The best way to embed SVG images into your Ember application

Features

  • a visual workflow to find and use your assets the fastest way possible
  • automatic SVG optimization (it can cut file size by half or more)
  • work out of the box (no configuration needed)
  • an easy to use helper {{svg-jar "asset-name"}}
  • support for both inline and symbol embedding methods

Why does this matter?

I know why. Just show me how to get started.

Switching from Font Awesome to SVG will save you 80 Kb or even more:

  • original Font Awesome is about 149 KB as TTF and 88.3 KB as WOFF
  • it includes 634 icons and you need just some of them usually
  • 20 Font Awesome icons in SVGJar will be about 4.3 KB (you save 84 KB or 145 KB as TTF)
  • 50 Font Awesome icons in SVGJar will be about 9 KB

You can get Font Awesome icons as individual SVG files from font-awesome-svg:

git clone git@github.com:ivanvotti/font-awesome-svg.git

SVG vs icon fonts

If you can go IE 9+ and Android 3+, SVG is a better solution than icon fonts. Also if your images are multi-coloured or involved in animation, you actually have to use SVG.

Installation

$ ember install ember-svg-jar

Start in 4 easy steps

  • Put some SVG files to any place in your project's public directory (e.g. get some from font-awesome-svg)
  • Run the development server and open this link with Chrome: http://localhost:4200/ember-svg-jar/index.html
  • Select any SVG there and press Enter to copy it to the clipboard.
  • Paste it into any template and see it rendered in your browser.

Usage

Drag and drop SVG images to your project's public directory and copy & paste them from the assets viewer to your templates.

The viewer is available at: http://localhost:4200/ember-svg-jar/index.html

Assets from Node modules

By default ember-svg-jar looks for SVGs in the public directory. To get SVGs from node_modules packages or any other directory you will need to add them to ember-cli-build.js like this:

  var app = new EmberApp(defaults, {
    svgJar: {
      sourceDirs: [
        'node_modules/material-design-icons/file/svg/design',
        'node_modules/material-design-icons/action/svg/design',
        'public/images/icons'
      ]
    }
  });

Click here for more configuration options

Configuration

Note: Ember SVGJar should be useful without any configuration. But it wants to be very configurable when it's time to adjust it for your needs.

Helper

Use the svg-jar helper to embed SVG images to your application's templates.

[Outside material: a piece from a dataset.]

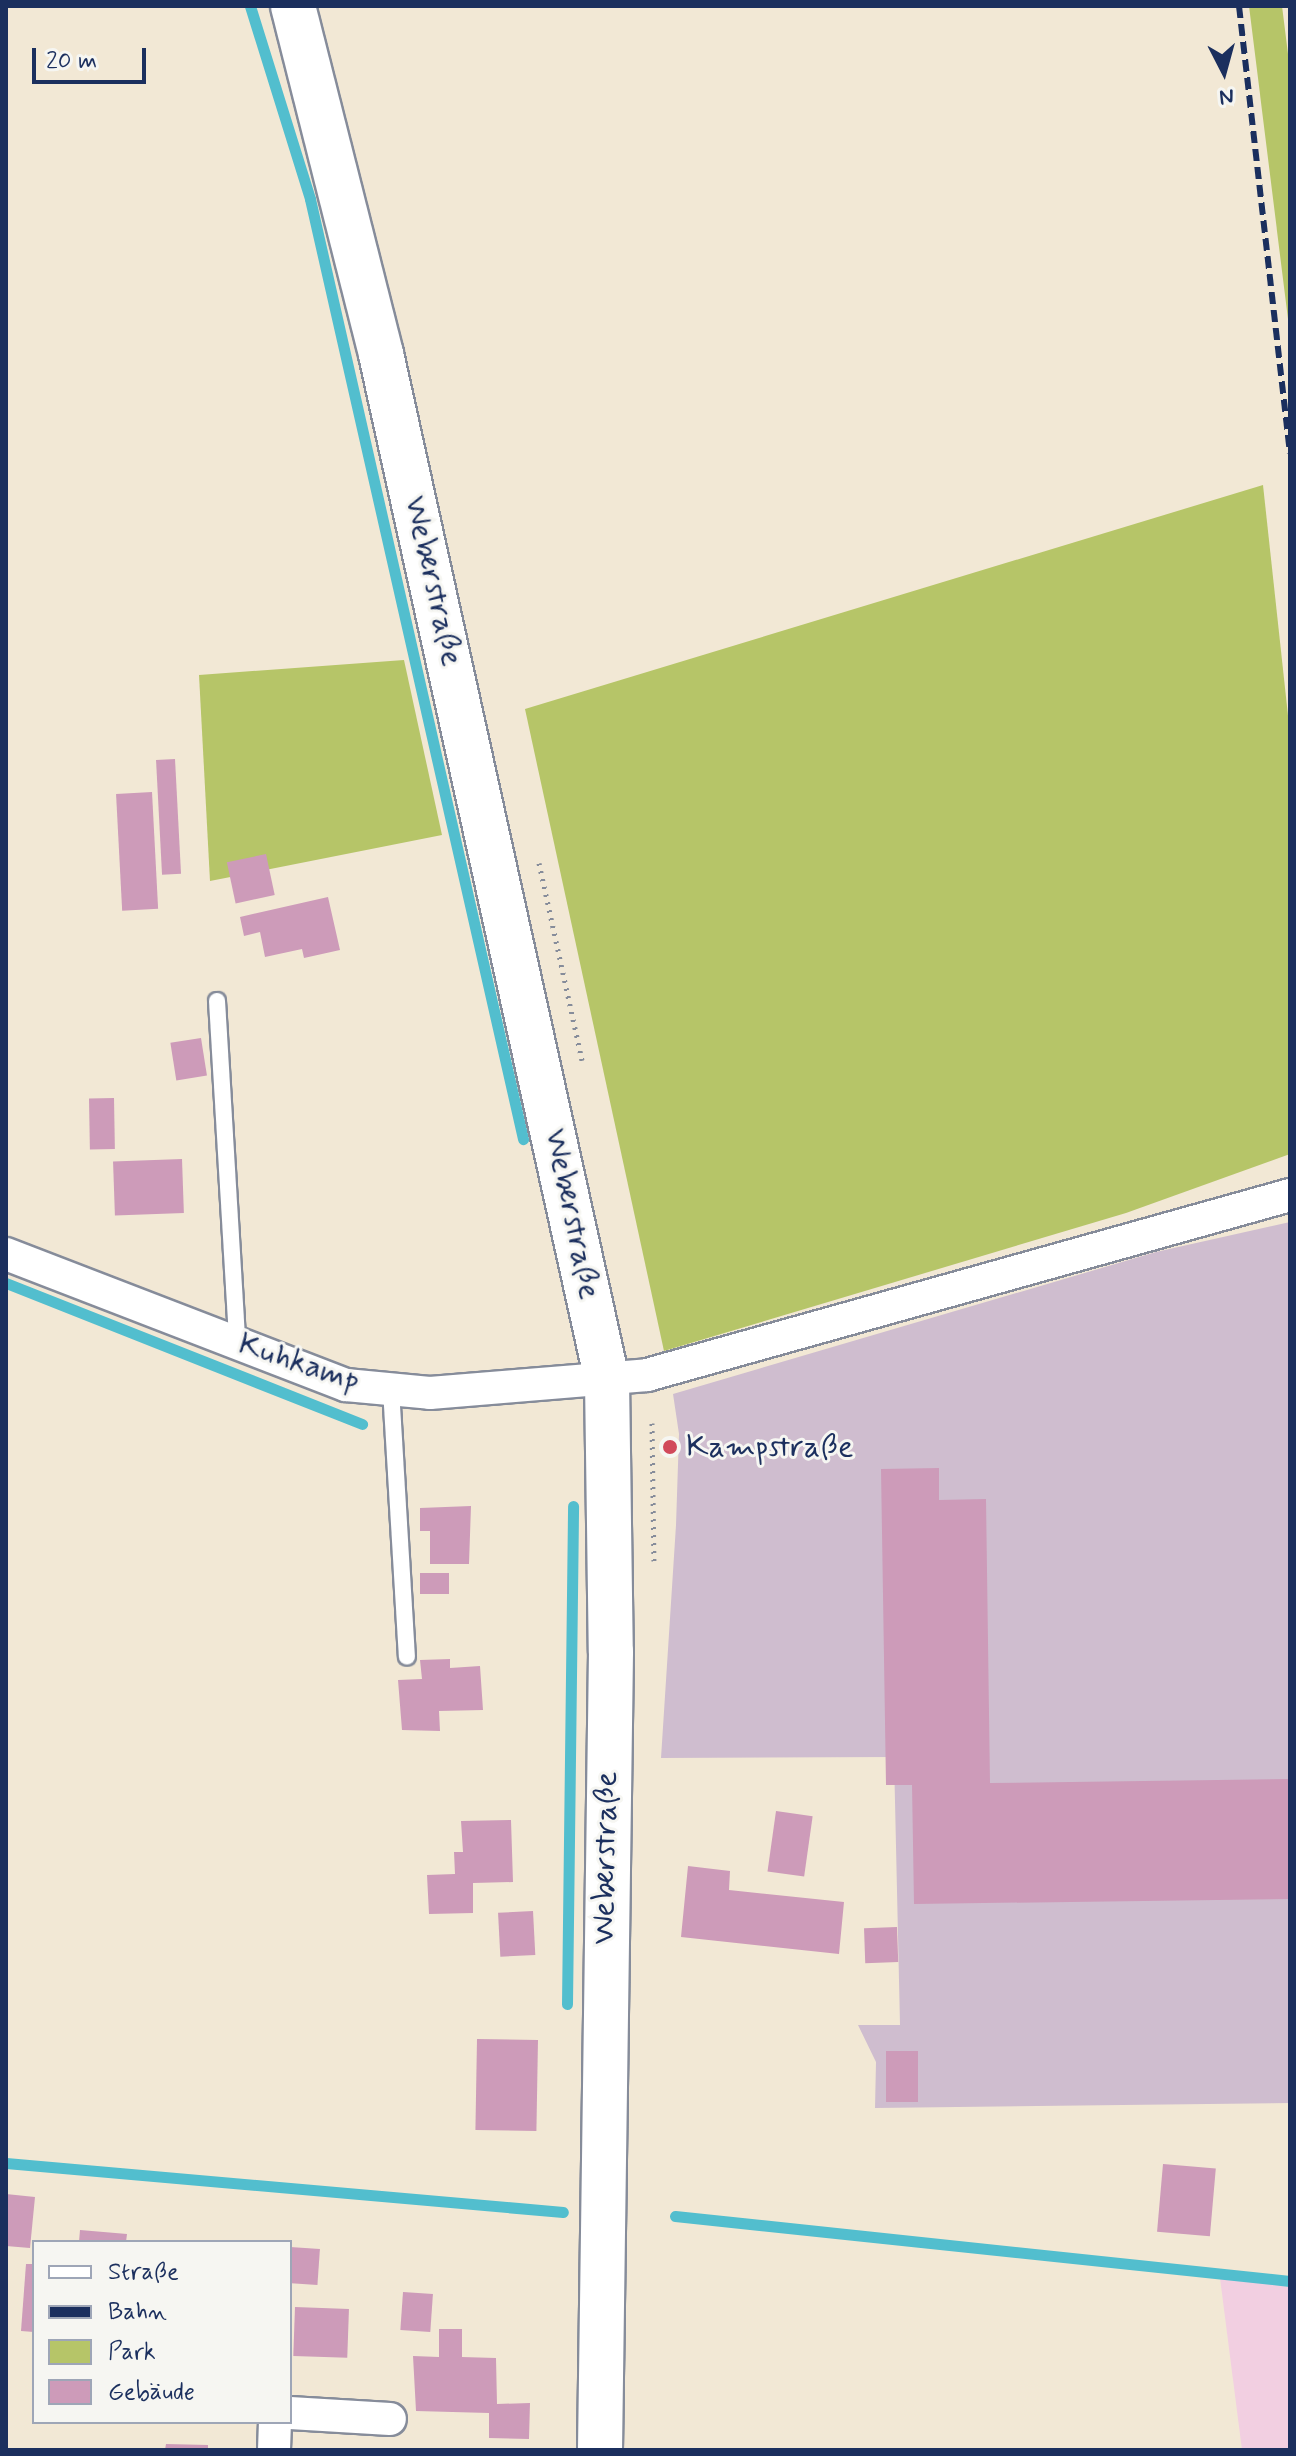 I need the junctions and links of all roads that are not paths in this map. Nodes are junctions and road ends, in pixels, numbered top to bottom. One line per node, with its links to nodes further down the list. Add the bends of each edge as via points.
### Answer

For the default inline embedding strategy you can write:

{{svg-jar "my-cool-icon" class="icon" width="24px"}}

The helper takes an asset ID and optional attributes that will be added to the created SVG element. The example above will create an SVG like this:

<svg class="icon" width="24px">...</svg>

For the symbol strategy you will need to add # to the asset ID like this:

{{svg-jar "#my-cool-icon"}}

In this case the result can look like this:

<svg><use xlink:href="#my-cool-icon"></use></svg>

Compatibility

Latest ember-svg-jar 1.X.X currently supports:

  • Node 6.* || >= 8.*
  • Ember >= 1.13.13

The old addon versions <= v0.12.0 are compatible with old Node and Ember 1.10.1 and beyond.

FAQ

Q: Will the asset viewer affect my production build size?
A: No, it won't at all. The asset viewer is included in development mode only.

Q: Can it find SVG icons outside of the public directory, e.g. from node_modules?
A: Yes, it can import SVGs from any directory defined in the sourceDirs array.

Development setup

Installation

  • git clone <repository-url> this repository
  • cd ember-svg-jar
  • npm install

Building

  • npm run build

Running tests and linting

Run all tests and lint code (npm run lint && npm run nodetest && ember test):

npm test

Test node modules (src directory):

npm run nodetest

Test Ember related code:

  • ember test
  • ember test --server
  • ember try:each

Lint all code (src, addon, app, node-tests, tests directories)

npm run lint

Running the dummy app

For more information on using ember-cli, visit https://ember-cli.com/.

Asset viewer

The viewer is a separate Ember application, which repository can be found at this link.

License

This project is distributed under the MIT license.